# [What you are asked to do]
Show every line from the data below that includes "Chase".
· · · · ·
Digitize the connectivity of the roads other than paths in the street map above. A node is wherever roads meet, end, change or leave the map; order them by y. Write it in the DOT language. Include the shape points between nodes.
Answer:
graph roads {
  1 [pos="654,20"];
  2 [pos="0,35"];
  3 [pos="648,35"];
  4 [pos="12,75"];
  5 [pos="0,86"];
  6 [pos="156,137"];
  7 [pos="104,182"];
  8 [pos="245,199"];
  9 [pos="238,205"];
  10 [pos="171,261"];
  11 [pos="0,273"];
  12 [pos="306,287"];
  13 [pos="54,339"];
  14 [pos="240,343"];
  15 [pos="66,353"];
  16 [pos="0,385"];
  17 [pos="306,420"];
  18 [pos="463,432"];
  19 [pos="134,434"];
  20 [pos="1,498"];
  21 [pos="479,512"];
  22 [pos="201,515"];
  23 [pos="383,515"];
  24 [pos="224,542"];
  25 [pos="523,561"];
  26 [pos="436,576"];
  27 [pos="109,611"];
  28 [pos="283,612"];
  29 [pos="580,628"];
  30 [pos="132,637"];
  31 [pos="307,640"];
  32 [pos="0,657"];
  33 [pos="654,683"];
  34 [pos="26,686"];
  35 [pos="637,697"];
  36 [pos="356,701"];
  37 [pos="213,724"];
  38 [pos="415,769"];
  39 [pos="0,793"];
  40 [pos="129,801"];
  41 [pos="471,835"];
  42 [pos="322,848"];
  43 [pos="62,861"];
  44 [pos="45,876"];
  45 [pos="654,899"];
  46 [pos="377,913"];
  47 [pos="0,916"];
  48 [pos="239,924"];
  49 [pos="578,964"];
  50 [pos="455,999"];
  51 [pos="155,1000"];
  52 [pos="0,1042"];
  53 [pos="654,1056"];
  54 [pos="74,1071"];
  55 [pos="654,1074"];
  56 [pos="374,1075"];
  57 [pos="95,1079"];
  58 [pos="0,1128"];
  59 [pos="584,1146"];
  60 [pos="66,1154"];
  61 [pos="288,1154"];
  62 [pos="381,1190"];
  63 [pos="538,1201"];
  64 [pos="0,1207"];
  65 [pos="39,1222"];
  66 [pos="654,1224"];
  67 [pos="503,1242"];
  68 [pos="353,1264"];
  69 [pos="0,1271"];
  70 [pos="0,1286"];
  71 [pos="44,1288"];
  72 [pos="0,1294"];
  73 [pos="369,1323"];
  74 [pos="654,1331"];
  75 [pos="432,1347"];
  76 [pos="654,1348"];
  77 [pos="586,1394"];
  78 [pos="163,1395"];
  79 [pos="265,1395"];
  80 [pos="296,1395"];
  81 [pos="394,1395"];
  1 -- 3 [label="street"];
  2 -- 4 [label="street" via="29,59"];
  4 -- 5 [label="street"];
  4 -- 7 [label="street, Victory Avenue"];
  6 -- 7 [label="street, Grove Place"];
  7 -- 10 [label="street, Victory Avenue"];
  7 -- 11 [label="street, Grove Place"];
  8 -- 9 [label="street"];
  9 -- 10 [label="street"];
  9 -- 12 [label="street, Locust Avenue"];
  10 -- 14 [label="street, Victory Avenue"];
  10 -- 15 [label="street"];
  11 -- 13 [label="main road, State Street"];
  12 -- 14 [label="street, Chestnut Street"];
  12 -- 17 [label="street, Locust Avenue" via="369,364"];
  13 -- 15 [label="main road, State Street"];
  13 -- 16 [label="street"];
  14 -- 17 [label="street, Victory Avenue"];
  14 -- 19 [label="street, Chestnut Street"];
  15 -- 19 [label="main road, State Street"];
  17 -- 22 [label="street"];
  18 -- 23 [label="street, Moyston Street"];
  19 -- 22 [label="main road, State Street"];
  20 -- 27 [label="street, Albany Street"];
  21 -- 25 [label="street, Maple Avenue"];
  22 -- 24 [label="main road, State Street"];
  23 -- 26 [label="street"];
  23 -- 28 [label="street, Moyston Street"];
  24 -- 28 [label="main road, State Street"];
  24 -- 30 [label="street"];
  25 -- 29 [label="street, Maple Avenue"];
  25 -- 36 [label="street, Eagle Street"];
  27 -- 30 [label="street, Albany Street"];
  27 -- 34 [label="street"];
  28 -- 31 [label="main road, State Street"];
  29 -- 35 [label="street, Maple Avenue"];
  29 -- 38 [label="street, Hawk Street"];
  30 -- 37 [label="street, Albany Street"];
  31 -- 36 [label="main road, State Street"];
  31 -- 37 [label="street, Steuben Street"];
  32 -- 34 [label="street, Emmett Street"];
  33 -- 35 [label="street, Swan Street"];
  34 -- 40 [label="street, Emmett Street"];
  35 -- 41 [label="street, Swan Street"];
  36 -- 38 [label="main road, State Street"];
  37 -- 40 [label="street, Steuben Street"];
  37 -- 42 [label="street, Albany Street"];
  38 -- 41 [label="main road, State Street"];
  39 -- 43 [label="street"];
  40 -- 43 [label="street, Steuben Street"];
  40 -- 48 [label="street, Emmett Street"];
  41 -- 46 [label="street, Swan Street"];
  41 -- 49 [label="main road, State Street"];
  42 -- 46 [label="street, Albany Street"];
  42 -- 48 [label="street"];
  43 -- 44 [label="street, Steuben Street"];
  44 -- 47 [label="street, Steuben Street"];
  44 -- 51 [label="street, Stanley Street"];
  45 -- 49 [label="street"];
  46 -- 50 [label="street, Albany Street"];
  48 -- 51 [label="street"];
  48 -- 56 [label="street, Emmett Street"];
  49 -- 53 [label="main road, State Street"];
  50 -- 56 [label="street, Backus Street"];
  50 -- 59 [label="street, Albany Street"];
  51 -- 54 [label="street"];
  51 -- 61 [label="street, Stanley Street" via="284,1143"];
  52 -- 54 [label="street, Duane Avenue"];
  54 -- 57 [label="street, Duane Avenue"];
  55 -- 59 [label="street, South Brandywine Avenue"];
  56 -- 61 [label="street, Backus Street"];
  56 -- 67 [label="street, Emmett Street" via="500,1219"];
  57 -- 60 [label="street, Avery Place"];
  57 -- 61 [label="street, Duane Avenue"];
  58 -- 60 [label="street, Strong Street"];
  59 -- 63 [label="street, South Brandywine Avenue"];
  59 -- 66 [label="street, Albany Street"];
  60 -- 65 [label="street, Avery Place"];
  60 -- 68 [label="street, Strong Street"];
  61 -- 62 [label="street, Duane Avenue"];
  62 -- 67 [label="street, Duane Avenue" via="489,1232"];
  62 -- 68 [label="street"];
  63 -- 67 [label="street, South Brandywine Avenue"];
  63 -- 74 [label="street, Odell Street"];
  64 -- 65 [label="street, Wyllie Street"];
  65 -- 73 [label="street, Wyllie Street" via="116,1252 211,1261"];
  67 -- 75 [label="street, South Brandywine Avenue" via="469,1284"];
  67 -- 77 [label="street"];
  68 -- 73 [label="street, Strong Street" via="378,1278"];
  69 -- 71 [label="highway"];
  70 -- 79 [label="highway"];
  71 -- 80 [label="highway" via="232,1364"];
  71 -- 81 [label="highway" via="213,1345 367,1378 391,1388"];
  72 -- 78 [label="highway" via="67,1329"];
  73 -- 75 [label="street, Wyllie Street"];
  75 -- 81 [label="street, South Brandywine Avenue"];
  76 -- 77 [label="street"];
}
· · · · ·
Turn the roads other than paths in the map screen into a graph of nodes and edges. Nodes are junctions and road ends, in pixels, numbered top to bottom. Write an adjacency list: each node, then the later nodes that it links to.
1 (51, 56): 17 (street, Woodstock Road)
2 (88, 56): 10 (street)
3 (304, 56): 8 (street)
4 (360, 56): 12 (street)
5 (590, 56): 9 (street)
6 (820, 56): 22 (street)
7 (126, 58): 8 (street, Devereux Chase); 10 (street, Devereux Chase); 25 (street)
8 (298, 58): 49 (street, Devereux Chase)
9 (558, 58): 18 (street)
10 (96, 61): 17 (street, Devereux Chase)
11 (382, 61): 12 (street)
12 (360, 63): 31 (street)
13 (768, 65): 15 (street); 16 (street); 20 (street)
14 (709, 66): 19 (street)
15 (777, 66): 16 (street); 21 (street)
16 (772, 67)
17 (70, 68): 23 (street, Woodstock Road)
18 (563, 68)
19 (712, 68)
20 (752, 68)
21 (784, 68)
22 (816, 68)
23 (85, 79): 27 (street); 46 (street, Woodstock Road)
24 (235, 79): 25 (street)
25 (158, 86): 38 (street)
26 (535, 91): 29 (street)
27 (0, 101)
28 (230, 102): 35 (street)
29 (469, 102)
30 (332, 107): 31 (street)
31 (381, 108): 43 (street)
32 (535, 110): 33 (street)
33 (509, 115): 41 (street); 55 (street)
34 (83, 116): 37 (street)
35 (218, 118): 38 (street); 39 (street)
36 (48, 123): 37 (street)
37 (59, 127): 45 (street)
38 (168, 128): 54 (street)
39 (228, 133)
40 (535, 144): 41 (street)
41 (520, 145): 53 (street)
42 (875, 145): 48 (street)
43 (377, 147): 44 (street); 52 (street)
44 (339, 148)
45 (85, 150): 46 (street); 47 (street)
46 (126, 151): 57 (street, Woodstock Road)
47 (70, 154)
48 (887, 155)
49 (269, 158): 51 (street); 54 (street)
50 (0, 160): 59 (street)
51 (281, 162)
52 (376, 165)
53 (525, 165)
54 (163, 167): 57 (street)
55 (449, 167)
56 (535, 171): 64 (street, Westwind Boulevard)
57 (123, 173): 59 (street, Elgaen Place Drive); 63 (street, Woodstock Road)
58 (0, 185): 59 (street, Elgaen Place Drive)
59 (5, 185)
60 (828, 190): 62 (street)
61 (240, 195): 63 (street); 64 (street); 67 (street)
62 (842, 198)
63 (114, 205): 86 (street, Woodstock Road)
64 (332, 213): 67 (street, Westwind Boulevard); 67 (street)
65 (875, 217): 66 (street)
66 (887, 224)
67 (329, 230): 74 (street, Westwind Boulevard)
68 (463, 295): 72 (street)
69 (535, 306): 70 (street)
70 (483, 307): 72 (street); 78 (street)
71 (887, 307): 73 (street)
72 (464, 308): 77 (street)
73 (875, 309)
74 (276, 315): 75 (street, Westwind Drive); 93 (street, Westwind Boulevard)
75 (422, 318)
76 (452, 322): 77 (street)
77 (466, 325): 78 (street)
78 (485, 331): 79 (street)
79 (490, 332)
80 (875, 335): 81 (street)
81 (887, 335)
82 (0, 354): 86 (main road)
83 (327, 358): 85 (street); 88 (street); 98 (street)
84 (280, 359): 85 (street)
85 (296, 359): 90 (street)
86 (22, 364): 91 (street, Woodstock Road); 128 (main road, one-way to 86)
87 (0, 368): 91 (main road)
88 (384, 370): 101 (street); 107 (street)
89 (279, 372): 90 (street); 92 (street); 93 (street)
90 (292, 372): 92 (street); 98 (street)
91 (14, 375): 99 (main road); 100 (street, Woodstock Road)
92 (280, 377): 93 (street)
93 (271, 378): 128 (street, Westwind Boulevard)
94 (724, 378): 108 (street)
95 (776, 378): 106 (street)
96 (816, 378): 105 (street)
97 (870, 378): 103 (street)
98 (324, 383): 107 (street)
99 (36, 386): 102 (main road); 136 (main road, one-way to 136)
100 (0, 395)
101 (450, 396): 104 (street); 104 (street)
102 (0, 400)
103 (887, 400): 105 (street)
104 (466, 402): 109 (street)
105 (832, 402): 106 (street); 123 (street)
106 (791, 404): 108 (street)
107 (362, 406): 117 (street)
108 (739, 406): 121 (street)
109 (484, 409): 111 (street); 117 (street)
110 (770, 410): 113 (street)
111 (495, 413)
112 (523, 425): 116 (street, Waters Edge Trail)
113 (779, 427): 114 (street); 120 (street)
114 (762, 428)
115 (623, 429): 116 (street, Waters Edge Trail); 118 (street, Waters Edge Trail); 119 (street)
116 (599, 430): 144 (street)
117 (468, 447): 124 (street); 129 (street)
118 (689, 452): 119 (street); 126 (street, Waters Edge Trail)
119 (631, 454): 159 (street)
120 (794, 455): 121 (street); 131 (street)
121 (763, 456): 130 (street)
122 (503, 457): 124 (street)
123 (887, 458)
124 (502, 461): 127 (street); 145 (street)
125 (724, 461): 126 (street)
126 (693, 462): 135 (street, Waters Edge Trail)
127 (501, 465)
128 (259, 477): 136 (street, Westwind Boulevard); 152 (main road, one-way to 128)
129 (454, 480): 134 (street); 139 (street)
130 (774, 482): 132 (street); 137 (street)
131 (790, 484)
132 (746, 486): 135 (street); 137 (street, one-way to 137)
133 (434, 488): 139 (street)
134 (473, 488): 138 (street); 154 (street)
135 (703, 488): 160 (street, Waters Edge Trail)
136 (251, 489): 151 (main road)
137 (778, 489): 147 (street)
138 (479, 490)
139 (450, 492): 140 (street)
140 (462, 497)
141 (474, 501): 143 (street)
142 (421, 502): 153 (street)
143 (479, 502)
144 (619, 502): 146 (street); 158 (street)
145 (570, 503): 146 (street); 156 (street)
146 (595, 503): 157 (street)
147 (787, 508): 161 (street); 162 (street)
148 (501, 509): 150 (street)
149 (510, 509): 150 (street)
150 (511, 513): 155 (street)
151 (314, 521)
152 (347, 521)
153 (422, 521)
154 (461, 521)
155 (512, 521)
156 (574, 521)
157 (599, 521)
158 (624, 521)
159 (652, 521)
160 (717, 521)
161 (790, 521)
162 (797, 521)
· · · · ·
# [Task output]
7 (126, 58): 8 (street, Devereux Chase); 10 (street, Devereux Chase); 25 (street)
8 (298, 58): 49 (street, Devereux Chase)
10 (96, 61): 17 (street, Devereux Chase)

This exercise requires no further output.